A total of 452 participants (median age, 34 [IQR, 31-36] years; median body mass index [calculated as the weight in kilograms divided by the height in square meters], 23.71 [IQR, 21.37-25.97]; median time since delivery, 50 [IQR, 43-61] days) were included in the analysis, with 223 in the intervention group and 229 in the control group. Compared with the control group, the intervention group achieved a significantly greater reduction in incontinence severity (median, 3.00 [IQR, 1.00-6.00] vs 2.00 [IQR, 0-4.00] points; z = -3.05; P = .002), significantly increased cure rate (45 of 223 [20.2%] vs 20 of 229 [8.7%]; z = 12.02; P = .001) and improvement (132 of 223 [59.2%] vs 102 of 229 [44.5%]; z = 9.71; P = .002), significantly greater pelvic floor muscle strength (median, 26.00 [IQR, 17.00-38.00] vs 21.00 [IQR, 13.50-33.50] cm H2O; z = -2.28; P = .02), and a significantly greater correlation between subjective and objective adherence (r = 0.825 vs r = 0.627).
In this randomized clinical trial, the efficacy of pressure-mediated BF combined with PFMT was superior to that of PFMT alone. These findings support the use of pressure-mediated BF devices for improving treatment outcomes for patients with SUI.
ClinicalTrials.gov Identifier: NCT05115864.

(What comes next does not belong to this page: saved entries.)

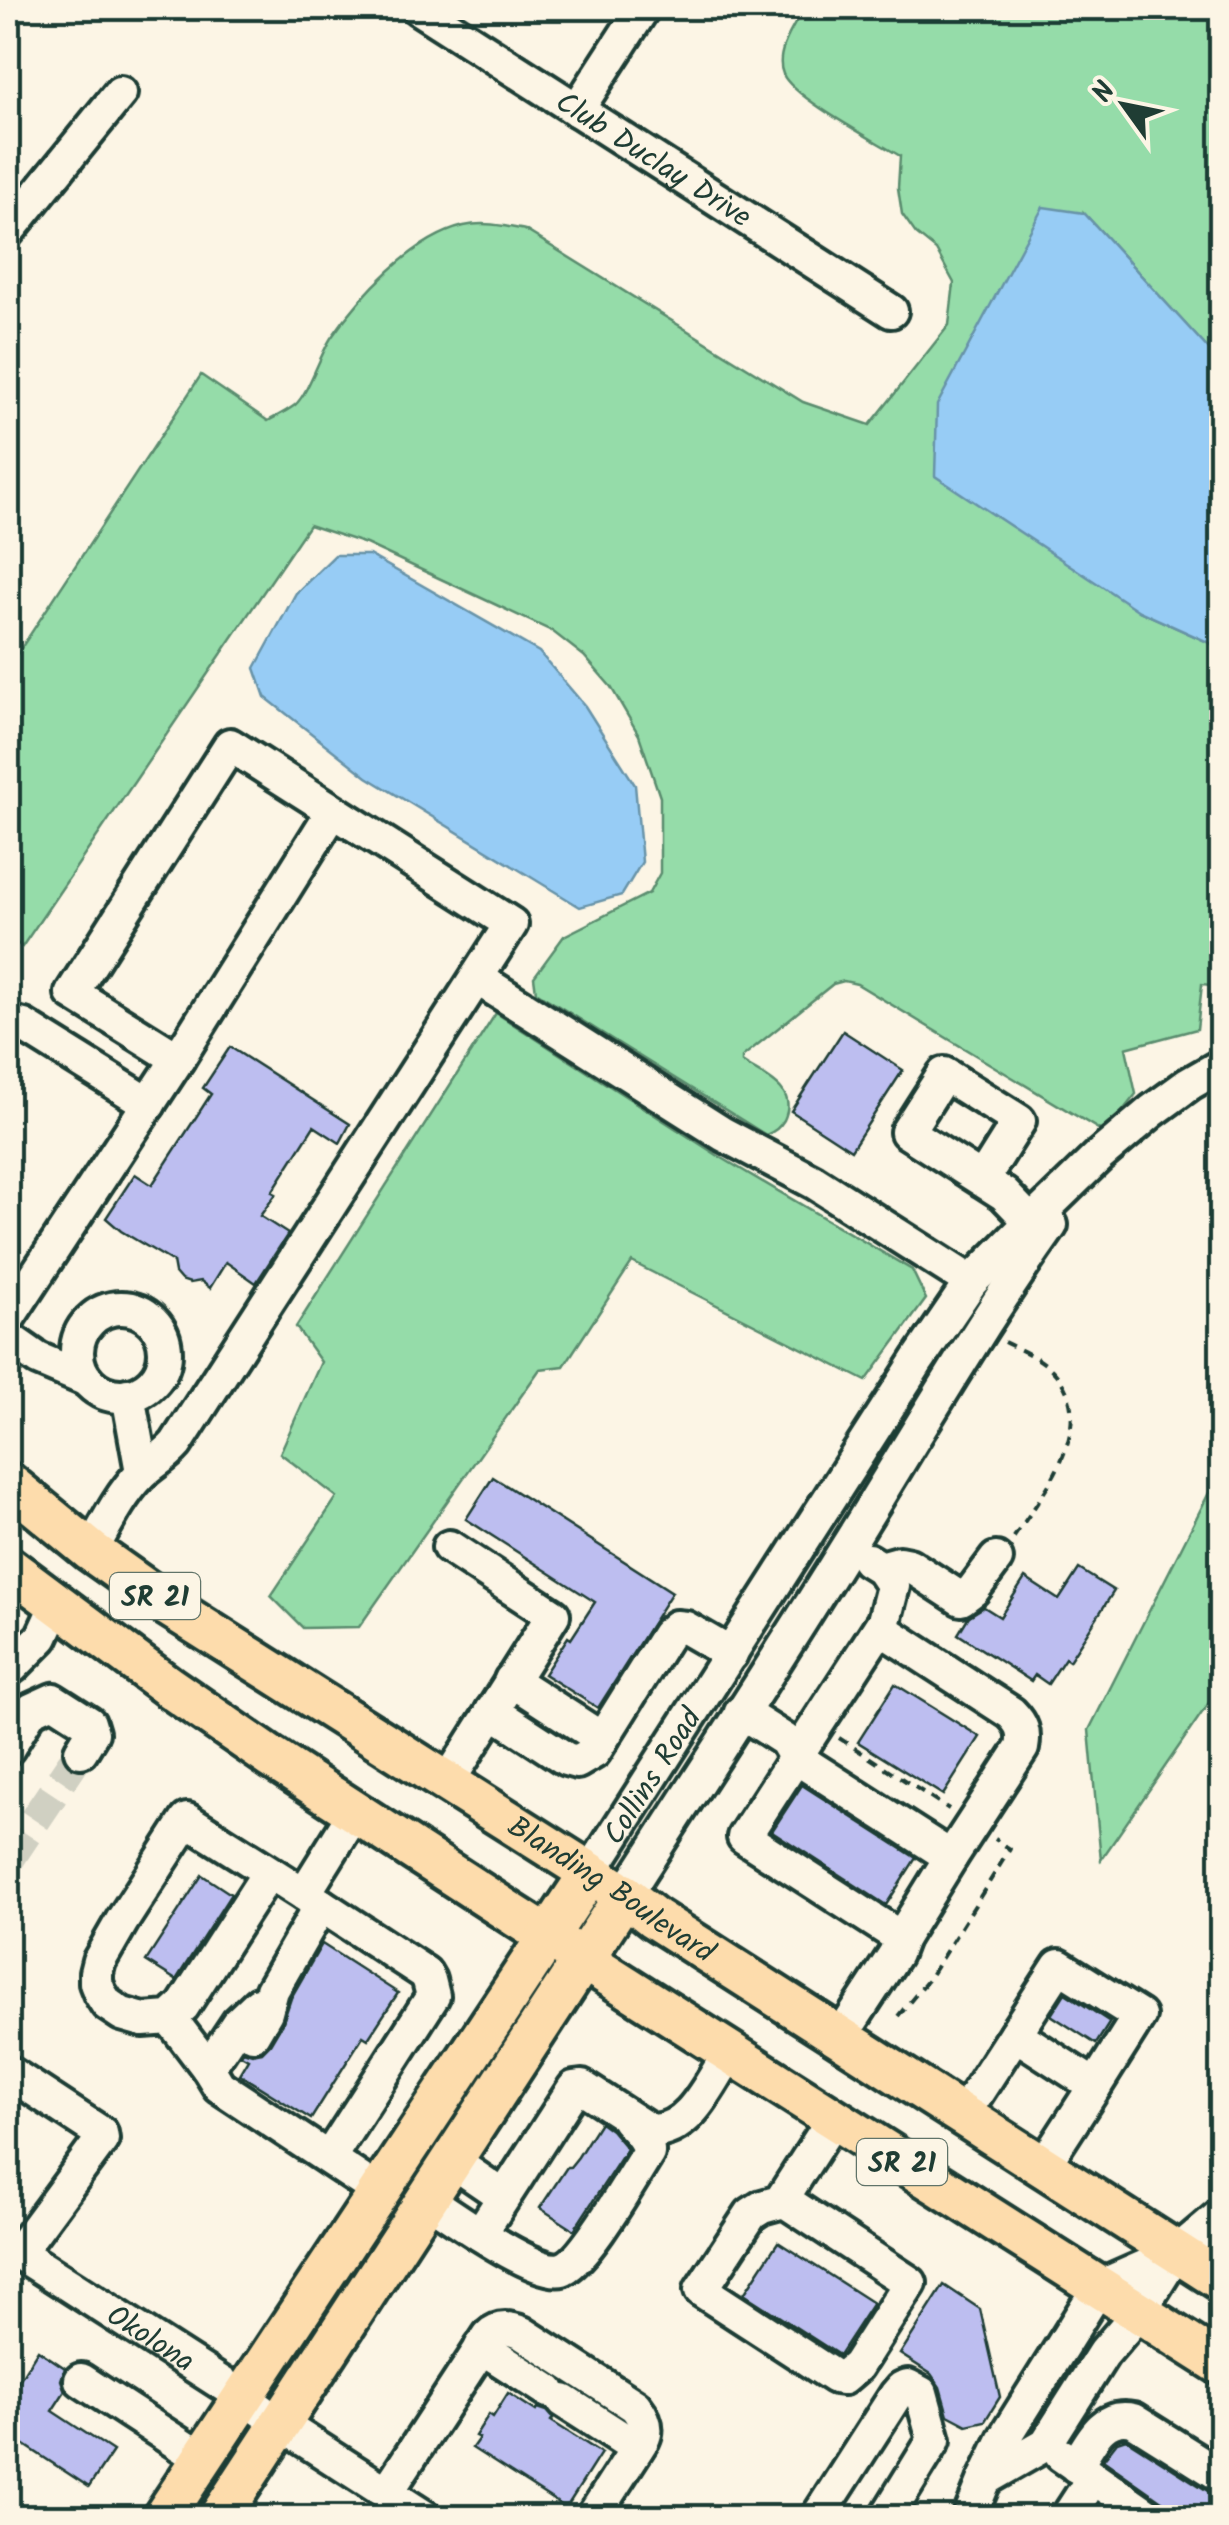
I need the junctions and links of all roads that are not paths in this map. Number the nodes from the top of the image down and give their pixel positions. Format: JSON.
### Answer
{"nodes":[{"id":1,"x":418,"y":8,"type":"edge"},
{"id":2,"x":644,"y":8,"type":"edge"},
{"id":3,"x":120,"y":93,"type":"dead end"},
{"id":4,"x":576,"y":110,"type":"junction"},
{"id":5,"x":8,"y":231,"type":"edge"},
{"id":6,"x":891,"y":311,"type":"dead end"},
{"id":7,"x":333,"y":812,"type":"junction"},
{"id":8,"x":477,"y":978,"type":"junction"},
{"id":9,"x":8,"y":1022,"type":"edge"},
{"id":10,"x":178,"y":1059,"type":"junction"},
{"id":11,"x":1222,"y":1064,"type":"edge"},
{"id":12,"x":150,"y":1104,"type":"junction"},
{"id":13,"x":1099,"y":1156,"type":"junction"},
{"id":14,"x":982,"y":1180,"type":"dead end"},
{"id":15,"x":1031,"y":1222,"type":"junction"},
{"id":16,"x":971,"y":1282,"type":"junction"},
{"id":17,"x":8,"y":1318,"type":"edge"},
{"id":18,"x":8,"y":1338,"type":"edge"},
{"id":19,"x":86,"y":1380,"type":"junction"},
{"id":20,"x":128,"y":1395,"type":"junction"},
{"id":21,"x":142,"y":1472,"type":"junction"},
{"id":22,"x":8,"y":1483,"type":"edge"},
{"id":23,"x":848,"y":1546,"type":"junction"},
{"id":24,"x":448,"y":1547,"type":"dead end"},
{"id":25,"x":91,"y":1551,"type":"junction"},
{"id":26,"x":996,"y":1558,"type":"road end"},
{"id":27,"x":8,"y":1567,"type":"edge"},
{"id":28,"x":881,"y":1568,"type":"junction"},
{"id":29,"x":57,"y":1604,"type":"junction"},
{"id":30,"x":880,"y":1628,"type":"junction"},
{"id":31,"x":731,"y":1654,"type":"junction"},
{"id":32,"x":8,"y":1668,"type":"edge"},
{"id":33,"x":512,"y":1680,"type":"junction"},
{"id":34,"x":492,"y":1711,"type":"junction"},
{"id":35,"x":741,"y":1712,"type":"junction"},
{"id":36,"x":602,"y":1739,"type":"junction"},
{"id":37,"x":8,"y":1748,"type":"edge"},
{"id":38,"x":81,"y":1750,"type":"dead end"},
{"id":39,"x":795,"y":1757,"type":"junction"},
{"id":40,"x":447,"y":1783,"type":"junction"},
{"id":41,"x":355,"y":1812,"type":"junction"},
{"id":42,"x":951,"y":1858,"type":"junction"},
{"id":43,"x":269,"y":1872,"type":"junction"},
{"id":44,"x":590,"y":1872,"type":"junction"},
{"id":45,"x":625,"y":1894,"type":"junction"},
{"id":46,"x":313,"y":1900,"type":"junction"},
{"id":47,"x":548,"y":1936,"type":"junction"},
{"id":48,"x":900,"y":1938,"type":"junction"},
{"id":49,"x":583,"y":1959,"type":"junction"},
{"id":50,"x":272,"y":1990,"type":"junction"},
{"id":51,"x":170,"y":2018,"type":"junction"},
{"id":52,"x":1015,"y":2034,"type":"junction"},
{"id":53,"x":840,"y":2038,"type":"junction"},
{"id":54,"x":730,"y":2052,"type":"junction"},
{"id":55,"x":8,"y":2072,"type":"edge"},
{"id":56,"x":214,"y":2077,"type":"junction"},
{"id":57,"x":1094,"y":2086,"type":"junction"},
{"id":58,"x":962,"y":2116,"type":"junction"},
{"id":59,"x":834,"y":2118,"type":"junction"},
{"id":60,"x":639,"y":2135,"type":"junction"},
{"id":61,"x":329,"y":2158,"type":"junction"},
{"id":62,"x":452,"y":2161,"type":"junction"},
{"id":63,"x":1042,"y":2168,"type":"junction"},
{"id":64,"x":378,"y":2192,"type":"junction"},
{"id":65,"x":427,"y":2199,"type":"junction"},
{"id":66,"x":782,"y":2199,"type":"junction"},
{"id":67,"x":1222,"y":2214,"type":"edge"},
{"id":68,"x":490,"y":2218,"type":"junction"},
{"id":69,"x":13,"y":2250,"type":"edge"},
{"id":70,"x":1176,"y":2252,"type":"junction"},
{"id":71,"x":1222,"y":2281,"type":"edge"},
{"id":72,"x":1100,"y":2287,"type":"junction"},
{"id":73,"x":1140,"y":2312,"type":"junction"},
{"id":74,"x":481,"y":2347,"type":"junction"},
{"id":75,"x":1222,"y":2365,"type":"edge"},
{"id":76,"x":81,"y":2380,"type":"dead end"},
{"id":77,"x":243,"y":2396,"type":"junction"},
{"id":78,"x":280,"y":2424,"type":"junction"},
{"id":79,"x":1046,"y":2444,"type":"junction"},
{"id":80,"x":638,"y":2448,"type":"junction"},
{"id":81,"x":202,"y":2458,"type":"junction"},
{"id":82,"x":1085,"y":2472,"type":"junction"},
{"id":83,"x":1222,"y":2476,"type":"edge"},
{"id":84,"x":985,"y":2479,"type":"junction"},
{"id":85,"x":387,"y":2492,"type":"junction"},
{"id":86,"x":594,"y":2514,"type":"edge"},
{"id":87,"x":162,"y":2518,"type":"edge"},
{"id":88,"x":218,"y":2518,"type":"edge"},
{"id":89,"x":426,"y":2518,"type":"edge"},
{"id":90,"x":817,"y":2518,"type":"edge"},
{"id":91,"x":886,"y":2518,"type":"edge"},
{"id":92,"x":969,"y":2518,"type":"edge"},
{"id":93,"x":1067,"y":2518,"type":"edge"},
{"id":94,"x":1152,"y":2518,"type":"edge"}],
"edges":[{"from":1,"to":4,"type":"street","name":"Club Duclay Drive"},
{"from":2,"to":4,"type":"street"},
{"from":3,"to":5,"type":"street"},
{"from":4,"to":6,"type":"street","name":"Club Duclay Drive"},
{"from":7,"to":8,"type":"street"},
{"from":7,"to":10,"type":"street"},
{"from":7,"to":10,"type":"street"},
{"from":8,"to":16,"type":"street"},
{"from":8,"to":21,"type":"street"},
{"from":9,"to":12,"type":"street"},
{"from":10,"to":12,"type":"street"},
{"from":11,"to":13,"type":"street","name":"Collins Road"},
{"from":12,"to":17,"type":"street"},
{"from":13,"to":15,"type":"street","name":"Collins Road"},
{"from":13,"to":23,"type":"street","name":"Collins Road"},
{"from":14,"to":15,"type":"street"},
{"from":15,"to":16,"type":"street","name":"Collins Road"},
{"from":16,"to":31,"type":"street","name":"Collins Road"},
{"from":18,"to":19,"type":"street"},
{"from":19,"to":20,"type":"street"},
{"from":19,"to":20,"type":"street"},
{"from":20,"to":21,"type":"street"},
{"from":21,"to":25,"type":"street"},
{"from":22,"to":25,"type":"main road","name":"Blanding Boulevard","number":"SR 21"},
{"from":23,"to":28,"type":"street"},
{"from":23,"to":35,"type":"street","name":"Collins Road"},
{"from":24,"to":33,"type":"street"},
{"from":25,"to":29,"type":"main road"},
{"from":25,"to":40,"type":"main road","name":"Blanding Boulevard","number":"SR 21"},
{"from":26,"to":28,"type":"street"},
{"from":27,"to":29,"type":"main road","number":"SR 21"},
{"from":28,"to":30,"type":"street"},
{"from":29,"to":32,"type":"street"},
{"from":29,"to":41,"type":"main road","number":"SR 21"},
{"from":30,"to":39,"type":"street"},
{"from":30,"to":42,"type":"street"},
{"from":31,"to":36,"type":"street"},
{"from":31,"to":44,"type":"street","name":"Collins Road"},
{"from":33,"to":34,"type":"street"},
{"from":33,"to":36,"type":"street"},
{"from":34,"to":36,"type":"street"},
{"from":34,"to":40,"type":"street"},
{"from":35,"to":39,"type":"street"},
{"from":35,"to":45,"type":"street","name":"Collins Road"},
{"from":37,"to":38,"type":"street"},
{"from":39,"to":42,"type":"street"},
{"from":39,"to":48,"type":"street"},
{"from":40,"to":44,"type":"main road","name":"Blanding Boulevard","number":"SR 21"},
{"from":41,"to":46,"type":"street"},
{"from":41,"to":47,"type":"main road","number":"SR 21"},
{"from":42,"to":48,"type":"street"},
{"from":43,"to":46,"type":"street"},
{"from":43,"to":51,"type":"street"},
{"from":43,"to":51,"type":"street"},
{"from":44,"to":45,"type":"main road","name":"Blanding Boulevard","number":"SR 21"},
{"from":44,"to":47,"type":"main road","name":"Collins Road"},
{"from":45,"to":49,"type":"main road","name":"Collins Road"},
{"from":45,"to":53,"type":"main road","name":"Blanding Boulevard","number":"SR 21"},
{"from":46,"to":50,"type":"street"},
{"from":46,"to":61,"type":"street"},
{"from":47,"to":49,"type":"main road","number":"SR 21"},
{"from":47,"to":64,"type":"main road","name":"Collins Road"},
{"from":48,"to":53,"type":"street"},
{"from":49,"to":54,"type":"main road","number":"SR 21"},
{"from":49,"to":62,"type":"main road","name":"Collins Road"},
{"from":50,"to":56,"type":"street"},
{"from":50,"to":56,"type":"street"},
{"from":51,"to":56,"type":"street"},
{"from":52,"to":57,"type":"street"},
{"from":52,"to":57,"type":"street"},
{"from":52,"to":58,"type":"street"},
{"from":53,"to":58,"type":"main road","name":"Blanding Boulevard","number":"SR 21"},
{"from":54,"to":59,"type":"main road","number":"SR 21"},
{"from":54,"to":60,"type":"street"},
{"from":55,"to":69,"type":"street"},
{"from":56,"to":61,"type":"street"},
{"from":57,"to":63,"type":"street"},
{"from":58,"to":63,"type":"main road","name":"Blanding Boulevard","number":"SR 21"},
{"from":59,"to":66,"type":"street"},
{"from":59,"to":72,"type":"main road","number":"SR 21"},
{"from":60,"to":68,"type":"street"},
{"from":60,"to":68,"type":"street"},
{"from":61,"to":64,"type":"street"},
{"from":62,"to":65,"type":"main road","name":"Collins Road"},
{"from":62,"to":68,"type":"street"},
{"from":63,"to":70,"type":"main road","name":"Blanding Boulevard","number":"SR 21"},
{"from":64,"to":77,"type":"main road","name":"Collins Road"},
{"from":65,"to":68,"type":"street"},
{"from":65,"to":78,"type":"main road","name":"Collins Road"},
{"from":66,"to":66,"type":"street"},
{"from":67,"to":70,"type":"street"},
{"from":69,"to":77,"type":"street","name":"Okolona"},
{"from":70,"to":71,"type":"main road","name":"Blanding Boulevard","number":"SR 21"},
{"from":70,"to":72,"type":"street"},
{"from":70,"to":73,"type":"street"},
{"from":72,"to":73,"type":"main road","number":"SR 21"},
{"from":72,"to":84,"type":"street"},
{"from":73,"to":75,"type":"main road","number":"SR 21"},
{"from":73,"to":79,"type":"street"},
{"from":74,"to":80,"type":"street"},
{"from":74,"to":80,"type":"street"},
{"from":74,"to":85,"type":"street"},
{"from":76,"to":81,"type":"street"},
{"from":77,"to":78,"type":"street","name":"Okolona"},
{"from":77,"to":81,"type":"main road","name":"Collins Road"},
{"from":78,"to":85,"type":"street","name":"Okolona"},
{"from":78,"to":88,"type":"main road","name":"Collins Road"},
{"from":79,"to":82,"type":"street"},
{"from":79,"to":84,"type":"street"},
{"from":80,"to":86,"type":"street"},
{"from":81,"to":87,"type":"main road","name":"Collins Road"},
{"from":82,"to":83,"type":"street"},
{"from":82,"to":93,"type":"street"},
{"from":82,"to":94,"type":"street"},
{"from":84,"to":92,"type":"street"},
{"from":85,"to":89,"type":"street","name":"Okolona"},
{"from":90,"to":91,"type":"street"}]}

重要性:有研究推荐监督下的盆底肌训练(PFMT)作为压力性尿失禁(SUI)女性的一线治疗方法,但仍需要更多关于辅助方法是否会提供额外益处的证据。
目的:比较 PFMT 联合或不联合家庭压力介导生物反馈(BF)设备的疗效。
设计、地点和参与者:这是一项多中心评估者盲法随机临床试验,在中国 5 家参与的三级医院的产科诊所进行。参与者包括新出现产后 SUI 的合格女性,于 2022 年 3 月 28 日至 2023 年 10 月 13 日入组。
干预措施:所有参与者均接受 3 个月的监督性 PFMT,并随机分为干预组(PFMT 联合家庭压力介导 BF 设备)或对照组(家庭 PFMT)。
主要结局和测量:主要结局是 3 个月监督性 PFMT 后,通过国际尿失禁咨询问卷-尿失禁简短问卷评估的尿失禁严重程度。次要结局包括治愈率和改善率、PFM 力量、生活质量、自我效能和依从性。
结果:共有 452 名参与者(中位数年龄,34 [IQR,31-36] 岁;中位数体重指数[体重以千克为单位除以身高以米为单位计算],23.71 [IQR,21.37-25.97];中位数分娩后时间,50 [IQR,43-61] 天)纳入分析,其中干预组 223 名,对照组 229 名。与对照组相比,干预组尿失禁严重程度显著降低(中位数,3.00 [IQR,1.00-6.00] 比 2.00 [IQR,0-4.00] 点;z=-3.05;P=0.002),治愈率显著提高(45/223 [20.2%] 比 20/229 [8.7%];z=12.02;P=0.001)和改善率(132/223 [59.2%] 比 102/229 [44.5%];z=9.71;P=0.002),PFM 力量显著增强(中位数,26.00 [IQR,17.00-38.00] 比 21.00 [IQR,13.50-33.50] cm H2O;z=-2.28;P=0.02),主观和客观依从性之间的相关性显著增强(r=0.825 比 r=0.627)。
结论和相关性:在这项随机临床试验中,压力介导 BF 联合 PFMT 的疗效优于单独 PFMT。这些发现支持使用压力介导 BF 设备来改善 SUI 患者的治疗效果。
试验注册:ClinicalTrials.gov 标识符:NCT05115864。